Nuseed Monola 416TT is an early to early-mid maturing open-pollinated variety with good early vigour.

"It can be grown in low to medium rainfall zones and offers good adaptability, solid blackleg resistance and improved yields and oil levels," Mr Royce said.

"It's certainly a viable option for a lot of growers if they are looking to pick up this year's guaranteed premium payment of $95/t."

Mr Royce said there was strong grower interest in Monola this year, with several growers joining Nuseed on a tour of the Pinjarra oilseed crush plant earlier this month.

"We hosted a field day earlier this month to give our new and existing Monola growers a look through the crush plant," he said.

"It was the first time Ross and Carol had been through the plant after all their years growing Monola and we had another dozen interested farmers attending as well."

Mr Royce said growers would need on-farm storage after harvest as delivery times for Monola were limited to January to March.

At the moment, Pinjarra is the only site Monola can be delivered in WA.

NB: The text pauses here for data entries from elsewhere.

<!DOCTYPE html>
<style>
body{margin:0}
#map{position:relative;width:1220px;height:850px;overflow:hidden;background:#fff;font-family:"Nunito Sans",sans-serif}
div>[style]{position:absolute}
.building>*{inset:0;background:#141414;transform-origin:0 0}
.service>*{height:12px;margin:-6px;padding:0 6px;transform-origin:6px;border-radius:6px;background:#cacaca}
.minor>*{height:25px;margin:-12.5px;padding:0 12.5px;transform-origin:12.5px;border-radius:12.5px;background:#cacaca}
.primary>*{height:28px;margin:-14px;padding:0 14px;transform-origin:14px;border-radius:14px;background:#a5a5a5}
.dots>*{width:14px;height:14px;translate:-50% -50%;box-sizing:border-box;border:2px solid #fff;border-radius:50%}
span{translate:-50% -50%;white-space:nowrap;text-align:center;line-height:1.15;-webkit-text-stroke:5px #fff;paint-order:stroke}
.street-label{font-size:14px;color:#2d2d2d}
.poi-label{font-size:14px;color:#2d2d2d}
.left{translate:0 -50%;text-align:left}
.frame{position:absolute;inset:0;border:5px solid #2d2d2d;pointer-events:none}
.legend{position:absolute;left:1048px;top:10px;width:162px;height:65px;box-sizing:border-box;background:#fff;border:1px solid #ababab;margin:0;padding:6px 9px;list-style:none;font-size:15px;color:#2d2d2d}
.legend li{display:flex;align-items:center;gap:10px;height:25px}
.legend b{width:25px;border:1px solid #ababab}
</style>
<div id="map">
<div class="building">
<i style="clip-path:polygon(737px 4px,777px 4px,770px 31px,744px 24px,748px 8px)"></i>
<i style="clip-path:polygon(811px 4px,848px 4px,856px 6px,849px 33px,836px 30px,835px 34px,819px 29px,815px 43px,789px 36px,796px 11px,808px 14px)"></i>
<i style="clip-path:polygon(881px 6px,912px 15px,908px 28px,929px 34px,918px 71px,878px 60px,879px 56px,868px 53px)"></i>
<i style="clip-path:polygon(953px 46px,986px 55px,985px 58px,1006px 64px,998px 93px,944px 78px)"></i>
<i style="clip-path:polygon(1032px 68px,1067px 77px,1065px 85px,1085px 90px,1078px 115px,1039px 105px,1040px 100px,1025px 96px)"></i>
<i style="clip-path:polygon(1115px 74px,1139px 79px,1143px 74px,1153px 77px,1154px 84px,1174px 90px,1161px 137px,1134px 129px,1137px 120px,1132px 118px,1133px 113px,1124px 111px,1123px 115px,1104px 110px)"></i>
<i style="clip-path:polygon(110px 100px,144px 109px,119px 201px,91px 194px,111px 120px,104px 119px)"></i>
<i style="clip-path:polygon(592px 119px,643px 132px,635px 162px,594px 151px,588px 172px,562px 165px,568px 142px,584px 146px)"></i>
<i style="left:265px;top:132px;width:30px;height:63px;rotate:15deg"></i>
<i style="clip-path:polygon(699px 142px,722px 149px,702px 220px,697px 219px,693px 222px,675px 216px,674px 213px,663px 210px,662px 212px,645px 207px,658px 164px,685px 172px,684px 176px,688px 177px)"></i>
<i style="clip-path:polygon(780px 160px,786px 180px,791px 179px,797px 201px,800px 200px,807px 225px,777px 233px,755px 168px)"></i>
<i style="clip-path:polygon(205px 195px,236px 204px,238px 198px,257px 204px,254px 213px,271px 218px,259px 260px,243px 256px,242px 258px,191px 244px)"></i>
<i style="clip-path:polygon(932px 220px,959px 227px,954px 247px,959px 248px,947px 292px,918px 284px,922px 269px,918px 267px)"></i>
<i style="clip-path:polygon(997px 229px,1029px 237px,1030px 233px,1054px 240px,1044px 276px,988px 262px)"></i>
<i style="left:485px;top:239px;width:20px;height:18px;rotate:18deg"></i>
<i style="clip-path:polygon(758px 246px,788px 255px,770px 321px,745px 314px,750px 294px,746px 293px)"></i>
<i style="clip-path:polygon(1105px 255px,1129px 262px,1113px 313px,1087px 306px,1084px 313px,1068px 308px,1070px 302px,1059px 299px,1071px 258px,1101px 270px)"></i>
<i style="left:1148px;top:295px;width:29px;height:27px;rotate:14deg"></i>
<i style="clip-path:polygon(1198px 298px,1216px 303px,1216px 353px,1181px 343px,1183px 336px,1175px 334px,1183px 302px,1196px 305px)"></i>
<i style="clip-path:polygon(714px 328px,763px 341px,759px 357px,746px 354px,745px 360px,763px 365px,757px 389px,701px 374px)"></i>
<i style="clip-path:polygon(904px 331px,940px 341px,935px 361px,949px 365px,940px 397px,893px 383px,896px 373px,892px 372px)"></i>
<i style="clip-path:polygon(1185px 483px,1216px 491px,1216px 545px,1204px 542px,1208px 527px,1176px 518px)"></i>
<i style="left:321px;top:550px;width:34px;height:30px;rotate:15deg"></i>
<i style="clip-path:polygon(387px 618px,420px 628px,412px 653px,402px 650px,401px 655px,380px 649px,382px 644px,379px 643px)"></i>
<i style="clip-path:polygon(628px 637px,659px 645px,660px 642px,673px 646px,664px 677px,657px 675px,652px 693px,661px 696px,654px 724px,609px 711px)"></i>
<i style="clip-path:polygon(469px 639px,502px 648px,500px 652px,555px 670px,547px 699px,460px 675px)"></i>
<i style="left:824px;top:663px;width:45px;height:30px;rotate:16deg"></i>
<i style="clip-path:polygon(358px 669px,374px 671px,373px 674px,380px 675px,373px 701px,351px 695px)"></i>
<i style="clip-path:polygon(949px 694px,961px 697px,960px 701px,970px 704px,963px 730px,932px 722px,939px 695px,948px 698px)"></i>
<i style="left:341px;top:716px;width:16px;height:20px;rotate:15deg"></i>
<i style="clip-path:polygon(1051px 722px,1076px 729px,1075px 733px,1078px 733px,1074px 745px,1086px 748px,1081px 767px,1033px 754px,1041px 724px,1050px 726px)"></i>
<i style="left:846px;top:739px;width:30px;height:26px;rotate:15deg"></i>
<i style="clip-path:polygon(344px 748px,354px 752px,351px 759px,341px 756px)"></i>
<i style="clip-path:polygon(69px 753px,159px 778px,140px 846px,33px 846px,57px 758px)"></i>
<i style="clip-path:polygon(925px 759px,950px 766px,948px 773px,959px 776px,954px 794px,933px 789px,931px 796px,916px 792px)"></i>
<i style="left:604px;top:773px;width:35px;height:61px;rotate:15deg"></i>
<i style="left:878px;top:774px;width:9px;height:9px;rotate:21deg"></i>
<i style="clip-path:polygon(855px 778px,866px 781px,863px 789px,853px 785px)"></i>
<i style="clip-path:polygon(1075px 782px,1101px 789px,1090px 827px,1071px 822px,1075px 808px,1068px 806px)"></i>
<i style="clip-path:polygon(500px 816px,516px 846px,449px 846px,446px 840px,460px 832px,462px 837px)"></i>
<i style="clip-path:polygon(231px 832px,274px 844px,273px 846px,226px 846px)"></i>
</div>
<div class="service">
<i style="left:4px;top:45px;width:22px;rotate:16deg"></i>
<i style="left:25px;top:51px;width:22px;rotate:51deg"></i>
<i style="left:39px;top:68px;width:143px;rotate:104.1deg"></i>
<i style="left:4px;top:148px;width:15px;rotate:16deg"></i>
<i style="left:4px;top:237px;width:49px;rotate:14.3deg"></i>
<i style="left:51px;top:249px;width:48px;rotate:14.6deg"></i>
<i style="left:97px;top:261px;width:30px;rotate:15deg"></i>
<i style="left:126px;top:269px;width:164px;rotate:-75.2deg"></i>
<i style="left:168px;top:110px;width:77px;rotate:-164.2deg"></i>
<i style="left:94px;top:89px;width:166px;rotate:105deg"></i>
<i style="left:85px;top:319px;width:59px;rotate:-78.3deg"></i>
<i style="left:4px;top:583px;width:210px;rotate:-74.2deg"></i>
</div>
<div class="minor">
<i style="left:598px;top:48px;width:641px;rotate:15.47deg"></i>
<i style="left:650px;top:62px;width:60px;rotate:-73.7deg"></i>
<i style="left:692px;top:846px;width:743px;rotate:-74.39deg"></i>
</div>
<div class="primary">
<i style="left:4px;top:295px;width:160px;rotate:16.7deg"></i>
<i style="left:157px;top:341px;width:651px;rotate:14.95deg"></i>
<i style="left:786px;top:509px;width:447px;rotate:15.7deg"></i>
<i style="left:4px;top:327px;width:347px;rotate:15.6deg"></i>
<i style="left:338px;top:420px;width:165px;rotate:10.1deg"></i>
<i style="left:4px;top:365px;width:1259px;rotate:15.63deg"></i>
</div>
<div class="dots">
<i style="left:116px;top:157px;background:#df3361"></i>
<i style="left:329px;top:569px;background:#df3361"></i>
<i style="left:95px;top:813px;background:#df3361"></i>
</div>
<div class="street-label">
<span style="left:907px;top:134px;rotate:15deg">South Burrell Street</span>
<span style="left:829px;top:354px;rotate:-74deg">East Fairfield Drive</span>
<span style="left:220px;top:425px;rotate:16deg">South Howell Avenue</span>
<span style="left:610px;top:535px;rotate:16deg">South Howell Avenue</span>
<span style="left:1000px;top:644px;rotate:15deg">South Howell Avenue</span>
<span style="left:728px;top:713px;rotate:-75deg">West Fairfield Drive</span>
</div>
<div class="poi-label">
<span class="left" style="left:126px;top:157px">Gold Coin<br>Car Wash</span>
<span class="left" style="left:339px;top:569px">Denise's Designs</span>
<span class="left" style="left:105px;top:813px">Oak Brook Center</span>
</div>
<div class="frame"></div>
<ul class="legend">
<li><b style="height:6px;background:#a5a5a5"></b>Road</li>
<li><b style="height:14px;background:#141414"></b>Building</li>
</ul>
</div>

"Early in the new year is a good time to deliver grain and pick up a backload of fertiliser or lime, so the timing suits a lot of growers," Mr Royce said.

The Goldsmiths hard work each year helps their crops achieve high yields and every paddock needs to earn its keep.

"The crops are planted with starter fertilisers, plus at cabbaging stage we spray liquid fertilisers to top up nitrogen, sulphur and some trace elements," Mr Goldsmith said.

The triazine-tolerance helps them combat wild radish.

As harvest approaches, the Monola is desiccated with glyphosate and sulphate of ammonia to help with evenness and then direct-headed.

Mr Goldsmith said their Monola crops had averaged 1.2 t/ha over the five years.

"One year I think we only got half a tonne to the hectare, but the next year more than made up for it," he said.

He added that when they could deliver seed with oil levels above 42pc, they received the same oil bonification as canola.

As well as winter cropping, around half of the 950 hectare property is devoted to pasture for the Merino Poll Dorset-cross lambs.

'Glenhar' has been in the Goldsmith family for more than 90 years.

With an annual average rainfall of around 300mm, they have had a good start to this year, with some parts of the farm already receiving 120mm of rainfall.

This means they will target yields of up to 2 t/ha in Monola.

"We're looking forward to a better season than the last," Mr Goldsmith said.

"We like a bit of summer rain to store moisture under the ground and now all we need is a top up at planting time."

They have their seed ordered and the airseeder will be out and ready to go any time from Anzac Day.

"In my experience Monola is as easy to manage as any other TT canola variety and you get paid more for it," Mr Goldsmith said.